Numa primeira entrada nestas considerações, começo com duas expressões recentes do cosmopolitismo museal que tomaram a forma de declarações: a declaração do International Council of Museums – ICOM a respeito do “museu universal” e seu foco na unidade do patrimônio cultural da humanidade; e a Declaração de Buffon, que diz respeito às instituições de história natural e ao risco ao patrimônio natural da humanidade. Os dois manifestos sobre museus podem ser enquadrados como propostas cosmopolitas, na medida em que eles compartilham uma pedagogia museológica – através, respectivamente, de estratégias de tolerância e sustentabilidade – que ajustariam sujeitos-cidadãos a mundos culturais ou ecológicos compartilhados que são postulados para além das fronteiras do Estado-nação. A seguir, volto-me para o que poderia ser chamado de empirismo do cosmopolitismo. Trata-se da investigação qualitativa do cosmopolitismo banal ou cotidiano, que é amplamente ignorado pelos manifestos museológicos de cosmopolitismo e pela teoria social do risco global; mas que, no entanto, é assumido por essas formulações quando o efeito político de suas reivindicações for dominante. É contrastando essas várias mobilizações do cosmopolita – a museológica, a sociológica e a empírica – que desenvolvo a proposição deste trabalho: a saber, que as alegações cosmopolitas são baseadas no pressuposto de que existe um mundo comum antes da sua composição como tal.

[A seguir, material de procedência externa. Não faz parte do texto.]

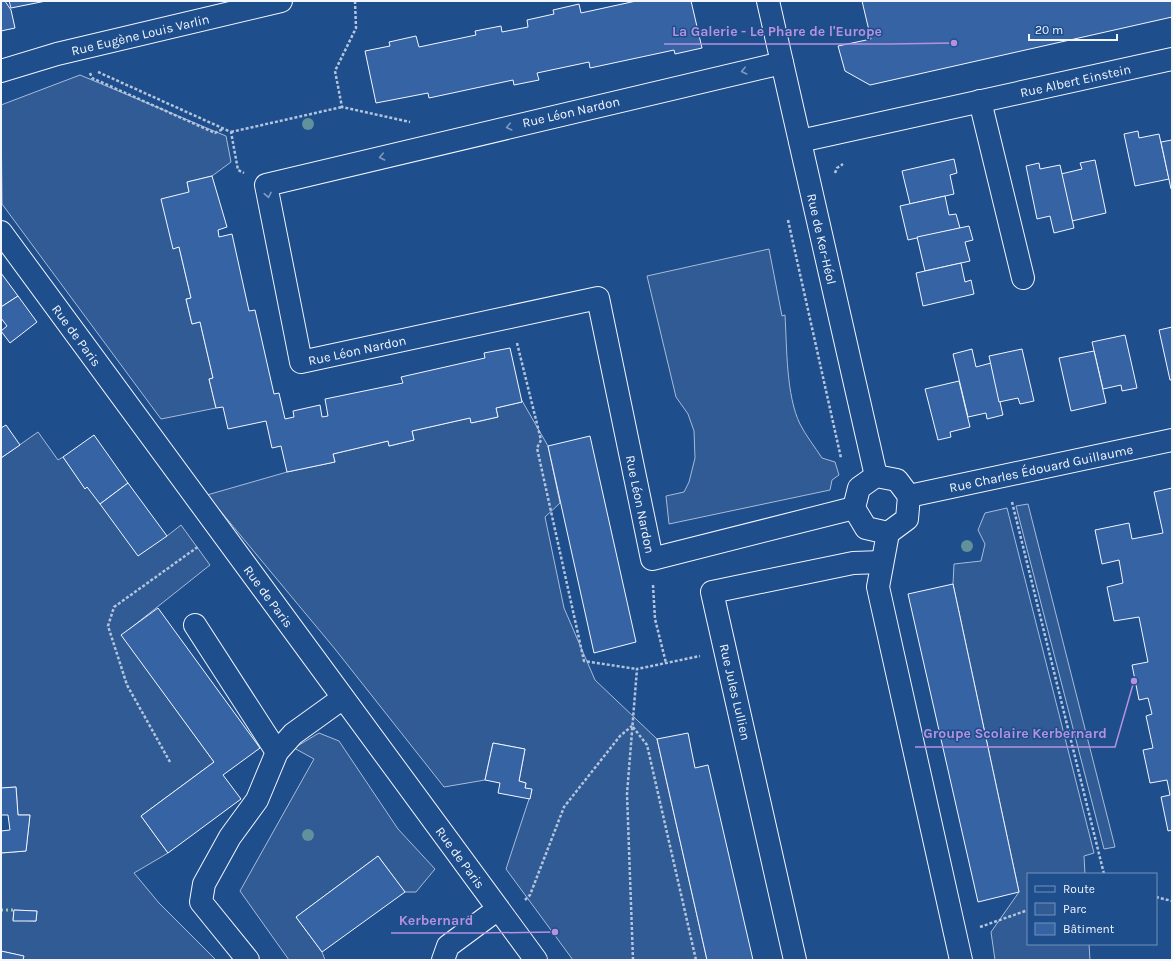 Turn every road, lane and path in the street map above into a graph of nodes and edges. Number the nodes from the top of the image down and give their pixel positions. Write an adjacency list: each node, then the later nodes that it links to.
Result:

DOIS MANIFESTOS MUSEOLÓGICOS

Para muitos de seus interlocutores contemporâneos, o museu público moderno tem o seu começo na expansão da modernidade e se destaca como o bastião da razão iluminista. Por exemplo, Geoffrey Lewis escreve: “[a] ideia de universalidade pode ser encontrada no coração dos primeiros museus públicos” (LEWIS, 2004, p. 40). Ele continua: “[Como] um produto de exploração do mundo e de desenvolvimento do comércio global entre as nações marítimas da Europa Ocidental, esses museus refletiram o espírito de investigação e as iniciativas de sua época” (LEWIS, 2004, p. 40). Da mesma forma, James Cuno localiza a formação do museu moderno no “ideal polimático do Iluminismo” (CUNO, 2008, p. 123). Embora esses relatos estejam inclinados a encobrir as complexidades das histórias de surgimento dos museus modernos – pois são, claro, um corte transversal de museus de diferentes formações nacionais, diferentes experiências de expansão imperial, e práticas rivais de conhecimento que devem, necessariamente, qualificar tais relatos (veja HOOPER-GREENHILL, 1992; BENNETT, 1995) – essas declarações não são, no entanto, fundamentais para as análises históricas. Ao contrário, elas são expressões da política de determinadas práticas presentes: neste caso, a defesa do “museu universal”.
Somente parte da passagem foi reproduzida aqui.